Da Gisele Bündchen a Irina Shayk, da Karlie Kloss a Rosie Huntington Whiteley i racconti delle super modelle che hanno dell'incredibile!

Oggi icone di stile e bellezza, ieri “brutti anatroccoli”. Storie ai “confini della realtà”, eppure verissime. A parlarne sono direttamente le donne più belle e desiderate al mondo, protagoniste di vicende impensabili che hanno caratterizzato la loro adolescenza: tra problemi di cuore, amori non corrisposti e prese in giro dei compagni di classe, hanno vissuto non pochi momenti difficili…

Prendete ad esempio la top model più pagata al mondo, Gisele Bündchen. Avreste mai pensato che la donna che ha fatto perdere la testa a Leonardo Di Caprio e Tom Brady (e non solo, ovviamente) è stata oggetto della scommessa dei compagni di scuola? Chi avrebbe avuto il coraggio di baciare per primo il brutto anatroccolo? Una storia che ha dell’incredibile e raccontata dalla modella sulle pagine del New York Times al quale ha confidato di essere stata presa in giro più volte a causa della sua altezza e di essere stata soprannominata “Olivia” e “Giraffa”.

Non parlate di altezza alla modella Martha Hunt, una delle Victoria’s Secret Angels: “Volevo piacere ai ragazzi, ma ero troppo alta e dinoccolata… Ero di sicuro la più brutta della classe”. Durante il liceo non piaceva ai ragazzi nemmeno la splendida Taylor Hill, altro angelo di Victoria’s Secret. Con il tempo però è arrivata la rivincita: “Ora sono tutti lì che mi scrivono ‘Io venivo a scuole con te’ – ha rivelato in un’intervista – Ma io non esistevo per loro all’epoca”.

Un’altra bella rivincita se l’è presa Rosie Huntington Whiteley, oggi partner dell’attore Jason Statham: “C’era un gruppetto di ragazze che mi seguiva in bagno e mi minacciava, mi gridavano contro che me le avrebbero suonate sul bus della scuola. Per questo nessun ragazzo voleva uscire con me…”

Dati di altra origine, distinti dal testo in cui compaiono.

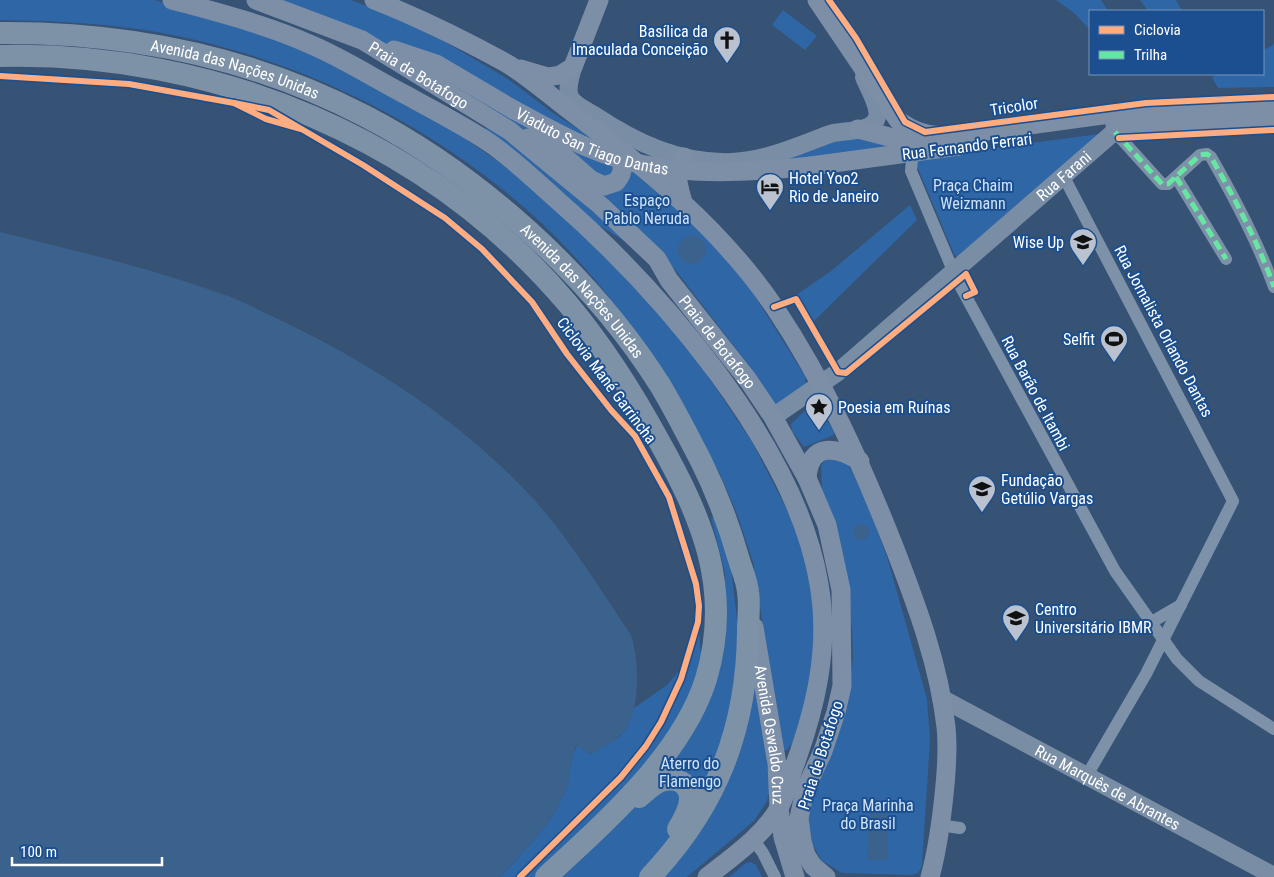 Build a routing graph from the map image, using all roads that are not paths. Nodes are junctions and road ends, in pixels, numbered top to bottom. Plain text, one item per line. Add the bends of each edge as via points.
1 (172, 0) edge
2 (257, 0) edge
3 (374, 0) edge
4 (599, 0) edge
5 (817, 0) edge
6 (252, 21) junction
7 (0, 33) edge
8 (362, 40) junction
9 (0, 56) edge
10 (508, 64) junction
11 (573, 67) junction
12 (862, 68) junction
13 (1274, 108) edge
14 (1274, 122) edge
15 (1118, 123) junction
16 (858, 129) junction
17 (510, 132) junction
18 (608, 140) junction
19 (926, 150) junction
20 (684, 157) junction
21 (811, 166) joint
22 (1064, 177) junction
23 (1176, 178) junction
24 (683, 202) junction
25 (587, 226) junction
26 (1226, 259) dead end
27 (953, 271) junction
28 (669, 280) junction
29 (1274, 287) edge
30 (822, 385) junction
31 (772, 417) junction
32 (860, 461) junction
33 (807, 478) junction
34 (827, 525) junction
35 (819, 584) junction
36 (748, 592) junction
37 (1181, 606) junction
38 (1150, 623) junction
39 (1163, 638) junction
40 (823, 655) junction
41 (941, 698) junction
42 (1274, 729) edge
43 (1086, 777) junction
44 (805, 790) junction
45 (779, 808) junction
46 (939, 825) junction
47 (960, 828) dead end
48 (591, 835) junction
49 (753, 839) junction
50 (1274, 876) edge
51 (546, 877) edge
52 (646, 877) edge
53 (650, 877) edge
54 (707, 877) edge
55 (776, 877) edge
56 (795, 877) edge
57 (826, 877) edge
58 (930, 877) edge

1 - 6 main road, Praia de Botafogo
2 - 6 street
2 - 8 main road, Praia de Botafogo
3 - 10 main road
4 - 11 main road
5 - 12 main road, Rua Fernando Ferrari
6 - 25 main road, Praia de Botafogo via 315,46 492,145
7 - 36 highway, Avenida das Nações Unidas via 121,40 203,55 257,71 329,98 365,116 438,158 464,177 509,213 558,260 609,316 660,386 716,491
8 - 17 main road, Praia de Botafogo
8 - 21 main road, Viaduto San Tiago Dantas, bridge via 436,64 514,110 590,148 620,159 652,166 728,174
9 - 48 highway, Avenida das Nações Unidas via 88,58 164,69 265,98 334,126 401,162 464,206 534,267 584,324 647,418 698,515 709,550 716,604 712,656 688,721 659,763
10 - 11 main road via 548,77 560,75
10 - 18 main road
11 - 20 street via 568,90 574,102 646,146
12 - 15 main road, Rua Fernando Ferrari via 898,120 926,135
12 - 16 street via 878,113 874,123
13 - 15 main road
14 - 15 main road
15 - 19 main road, Rua Fernando Ferrari
15 - 22 street, Rua Farani
15 - 23 street via 1160,183 1166,185
16 - 19 main road
16 - 20 street via 836,133 762,159 729,162
17 - 18 main road via 559,152 591,180 604,186 616,182 623,166 619,154
17 - 28 main road, Praia de Botafogo via 600,206 656,259
18 - 24 main road
19 - 21 main road, Rua Fernando Ferrari
19 - 27 street, Rua Barão de Itambi via 912,160 911,171
20 - 24 main road via 678,166 677,176
22 - 27 street, Rua Farani
22 - 37 street, Rua Jornalista Orlando Dantas via 1233,501
23 - 26 street
23 - 29 street via 1200,155 1211,157 1241,211
24 - 30 main road via 736,258 774,307
25 - 28 main road via 637,252
25 - 35 main road, Praia de Botafogo via 651,293 735,398 794,501
27 - 30 street, Rua Farani
27 - 38 street, Rua Barão de Itambi via 1114,571
28 - 31 main road, Praia de Botafogo via 702,319
30 - 31 street, Rua Farani
30 - 32 main road
31 - 33 main road, Praia de Botafogo
32 - 33 main road via 840,450 823,451 810,463
32 - 41 main road via 922,624
33 - 34 main road, Praia de Botafogo
34 - 35 main road
34 - 44 main road, Praia de Botafogo via 841,590 842,686 825,743
35 - 40 main road, Praia de Botafogo
36 - 45 main road, Avenida Oswaldo Cruz via 777,764
36 - 53 highway, Avenida das Nações Unidas via 744,684 739,716 723,766 700,815
37 - 38 street
37 - 39 street
38 - 39 street, Rua Barão de Itambi
39 - 42 street, Rua Barão de Itambi via 1177,659 1199,681
39 - 43 street via 1146,674
40 - 44 main road via 823,720
40 - 45 main road, Praia de Botafogo via 812,713
41 - 43 street, Rua Marquês de Abrantes
41 - 46 main road via 946,734
43 - 50 street, Rua Marquês de Abrantes
44 - 57 main road, Praia de Botafogo via 800,818 802,841 813,866
45 - 49 main road
45 - 56 main road, Avenida Oswaldo Cruz via 783,837
46 - 47 street
46 - 58 main road
48 - 51 highway
48 - 52 highway via 660,782 677,780 684,784 690,796 685,817
49 - 54 main road
49 - 55 street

Le cose non sono andate meglio alla top model russa Irina Shayk, attuale compagna di Bradley Cooper ed ex di Cristiano Ronaldo. “Avevo 14 anni e avrei dato il mio braccio sinistro per essere un ragazzo – ha confessato -. Pensavo di essere orribile e che nessuno mi avrebbe trovato mai attraente”.

E che dire di Joan Smalls, supermodella portoricana tra le più remunerate al mondo? “Da teenager speravo di avere un corpo diverso. Tutti passano quel momento, specialmente se sei giovane e non piaci ai ragazzi perché sei piatta e hai le gambe troppo magre”.

Si mangerà le mani il miglior amico dell’epoca della modella e blogger statunitense Karlie Kloss: “Sono andata al ballo del liceo con il mio migliore amico, era circa un metro più basso di me – ha confidato la Kloss in un’intervista televisiva -. Gli ho aperto il mio cuore dicendogli: ‘Ti amo, vuoi uscire con me?’. E lui mi ha detto: ‘Oh, Karlie, ti voglio bene, ma sei solo un’amica’. Mi ha spezzato il cuore”.